> **Problem**: Please return all of the data exactly as written.

> **Supplied material**:

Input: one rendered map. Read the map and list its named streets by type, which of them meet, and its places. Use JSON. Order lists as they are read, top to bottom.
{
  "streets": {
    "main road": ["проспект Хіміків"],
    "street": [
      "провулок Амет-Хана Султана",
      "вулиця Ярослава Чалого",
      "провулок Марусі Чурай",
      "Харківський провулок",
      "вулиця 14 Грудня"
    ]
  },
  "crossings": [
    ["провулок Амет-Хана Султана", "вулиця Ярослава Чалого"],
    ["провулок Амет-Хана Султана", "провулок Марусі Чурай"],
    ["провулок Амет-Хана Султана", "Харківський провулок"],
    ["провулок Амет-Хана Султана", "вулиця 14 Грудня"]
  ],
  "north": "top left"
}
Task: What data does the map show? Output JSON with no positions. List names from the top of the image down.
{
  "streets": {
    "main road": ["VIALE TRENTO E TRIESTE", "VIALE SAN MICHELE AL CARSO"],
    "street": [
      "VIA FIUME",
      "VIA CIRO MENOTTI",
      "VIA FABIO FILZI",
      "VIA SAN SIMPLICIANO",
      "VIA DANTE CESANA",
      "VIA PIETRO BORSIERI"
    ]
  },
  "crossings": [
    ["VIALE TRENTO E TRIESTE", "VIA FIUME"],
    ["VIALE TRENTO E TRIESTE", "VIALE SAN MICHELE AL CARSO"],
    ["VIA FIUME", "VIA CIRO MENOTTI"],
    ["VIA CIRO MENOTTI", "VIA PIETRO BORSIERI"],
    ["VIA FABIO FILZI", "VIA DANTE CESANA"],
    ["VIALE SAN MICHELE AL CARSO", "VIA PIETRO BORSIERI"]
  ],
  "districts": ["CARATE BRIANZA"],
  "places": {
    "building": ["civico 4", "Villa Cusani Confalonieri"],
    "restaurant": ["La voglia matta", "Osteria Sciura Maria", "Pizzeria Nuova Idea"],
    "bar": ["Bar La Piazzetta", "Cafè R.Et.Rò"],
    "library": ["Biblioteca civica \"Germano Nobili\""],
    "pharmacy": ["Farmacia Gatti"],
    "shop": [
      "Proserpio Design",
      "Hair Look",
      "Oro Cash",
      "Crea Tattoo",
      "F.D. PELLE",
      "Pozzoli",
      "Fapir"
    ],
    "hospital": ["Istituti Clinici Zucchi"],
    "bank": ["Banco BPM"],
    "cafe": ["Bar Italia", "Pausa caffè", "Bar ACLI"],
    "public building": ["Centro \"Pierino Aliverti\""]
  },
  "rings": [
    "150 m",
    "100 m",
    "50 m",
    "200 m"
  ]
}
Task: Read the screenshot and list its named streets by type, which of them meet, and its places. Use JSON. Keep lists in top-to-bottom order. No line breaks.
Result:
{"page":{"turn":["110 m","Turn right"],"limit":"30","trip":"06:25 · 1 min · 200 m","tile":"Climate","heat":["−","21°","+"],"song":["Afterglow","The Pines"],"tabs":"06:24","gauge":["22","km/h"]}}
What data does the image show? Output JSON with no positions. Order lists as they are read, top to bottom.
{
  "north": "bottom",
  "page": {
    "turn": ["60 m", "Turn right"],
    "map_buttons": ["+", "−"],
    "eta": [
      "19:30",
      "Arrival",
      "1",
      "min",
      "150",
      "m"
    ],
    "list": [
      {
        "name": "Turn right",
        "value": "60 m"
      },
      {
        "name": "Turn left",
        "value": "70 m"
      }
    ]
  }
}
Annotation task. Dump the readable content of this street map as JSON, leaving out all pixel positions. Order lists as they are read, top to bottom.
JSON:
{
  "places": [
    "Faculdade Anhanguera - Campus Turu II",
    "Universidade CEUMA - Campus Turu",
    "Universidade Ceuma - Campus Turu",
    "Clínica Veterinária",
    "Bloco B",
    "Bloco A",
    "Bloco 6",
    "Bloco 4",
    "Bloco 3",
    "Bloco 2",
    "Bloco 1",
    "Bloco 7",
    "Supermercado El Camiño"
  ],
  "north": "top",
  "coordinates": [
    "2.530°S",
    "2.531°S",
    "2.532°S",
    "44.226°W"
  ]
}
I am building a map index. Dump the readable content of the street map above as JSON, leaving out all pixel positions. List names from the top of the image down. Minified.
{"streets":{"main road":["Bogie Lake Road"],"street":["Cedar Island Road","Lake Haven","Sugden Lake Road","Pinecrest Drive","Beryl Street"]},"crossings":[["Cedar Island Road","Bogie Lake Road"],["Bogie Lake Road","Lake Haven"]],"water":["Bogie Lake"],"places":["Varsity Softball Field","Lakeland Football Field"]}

> **Response to the exercise**:
Input: one rendered map. Read the map and list its named streets by type, which of them meet, and its places. Use JSON. Order lists as they are read, top to bottom.
{
  "streets": {
    "main road": ["проспект Хіміків"],
    "street": [
      "провулок Амет-Хана Султана",
      "вулиця Ярослава Чалого",
      "провулок Марусі Чурай",
      "Харківський провулок",
      "вулиця 14 Грудня"
    ]
  },
  "crossings": [
    ["провулок Амет-Хана Султана", "вулиця Ярослава Чалого"],
    ["провулок Амет-Хана Султана", "провулок Марусі Чурай"],
    ["провулок Амет-Хана Султана", "Харківський провулок"],
    ["провулок Амет-Хана Султана", "вулиця 14 Грудня"]
  ],
  "north": "top left"
}
Task: What data does the map show? Output JSON with no positions. List names from the top of the image down.
{
  "streets": {
    "main road": ["VIALE TRENTO E TRIESTE", "VIALE SAN MICHELE AL CARSO"],
    "street": [
      "VIA FIUME",
      "VIA CIRO MENOTTI",
      "VIA FABIO FILZI",
      "VIA SAN SIMPLICIANO",
      "VIA DANTE CESANA",
      "VIA PIETRO BORSIERI"
    ]
  },
  "crossings": [
    ["VIALE TRENTO E TRIESTE", "VIA FIUME"],
    ["VIALE TRENTO E TRIESTE", "VIALE SAN MICHELE AL CARSO"],
    ["VIA FIUME", "VIA CIRO MENOTTI"],
    ["VIA CIRO MENOTTI", "VIA PIETRO BORSIERI"],
    ["VIA FABIO FILZI", "VIA DANTE CESANA"],
    ["VIALE SAN MICHELE AL CARSO", "VIA PIETRO BORSIERI"]
  ],
  "districts": ["CARATE BRIANZA"],
  "places": {
    "building": ["civico 4", "Villa Cusani Confalonieri"],
    "restaurant": ["La voglia matta", "Osteria Sciura Maria", "Pizzeria Nuova Idea"],
    "bar": ["Bar La Piazzetta", "Cafè R.Et.Rò"],
    "library": ["Biblioteca civica \"Germano Nobili\""],
    "pharmacy": ["Farmacia Gatti"],
    "shop": [
      "Proserpio Design",
      "Hair Look",
      "Oro Cash",
      "Crea Tattoo",
      "F.D. PELLE",
      "Pozzoli",
      "Fapir"
    ],
    "hospital": ["Istituti Clinici Zucchi"],
    "bank": ["Banco BPM"],
    "cafe": ["Bar Italia", "Pausa caffè", "Bar ACLI"],
    "public building": ["Centro \"Pierino Aliverti\""]
  },
  "rings": [
    "150 m",
    "100 m",
    "50 m",
    "200 m"
  ]
}
Task: Read the screenshot and list its named streets by type, which of them meet, and its places. Use JSON. Keep lists in top-to-bottom order. No line breaks.
Result:
{"page":{"turn":["110 m","Turn right"],"limit":"30","trip":"06:25 · 1 min · 200 m","tile":"Climate","heat":["−","21°","+"],"song":["Afterglow","The Pines"],"tabs":"06:24","gauge":["22","km/h"]}}
What data does the image show? Output JSON with no positions. Order lists as they are read, top to bottom.
{
  "north": "bottom",
  "page": {
    "turn": ["60 m", "Turn right"],
    "map_buttons": ["+", "−"],
    "eta": [
      "19:30",
      "Arrival",
      "1",
      "min",
      "150",
      "m"
    ],
    "list": [
      {
        "name": "Turn right",
        "value": "60 m"
      },
      {
        "name": "Turn left",
        "value": "70 m"
      }
    ]
  }
}
Annotation task. Dump the readable content of this street map as JSON, leaving out all pixel positions. Order lists as they are read, top to bottom.
JSON:
{
  "places": [
    "Faculdade Anhanguera - Campus Turu II",
    "Universidade CEUMA - Campus Turu",
    "Universidade Ceuma - Campus Turu",
    "Clínica Veterinária",
    "Bloco B",
    "Bloco A",
    "Bloco 6",
    "Bloco 4",
    "Bloco 3",
    "Bloco 2",
    "Bloco 1",
    "Bloco 7",
    "Supermercado El Camiño"
  ],
  "north": "top",
  "coordinates": [
    "2.530°S",
    "2.531°S",
    "2.532°S",
    "44.226°W"
  ]
}
I am building a map index. Dump the readable content of the street map above as JSON, leaving out all pixel positions. List names from the top of the image down. Minified.
{"streets":{"main road":["Bogie Lake Road"],"street":["Cedar Island Road","Lake Haven","Sugden Lake Road","Pinecrest Drive","Beryl Street"]},"crossings":[["Cedar Island Road","Bogie Lake Road"],["Bogie Lake Road","Lake Haven"]],"water":["Bogie Lake"],"places":["Varsity Softball Field","Lakeland Football Field"]}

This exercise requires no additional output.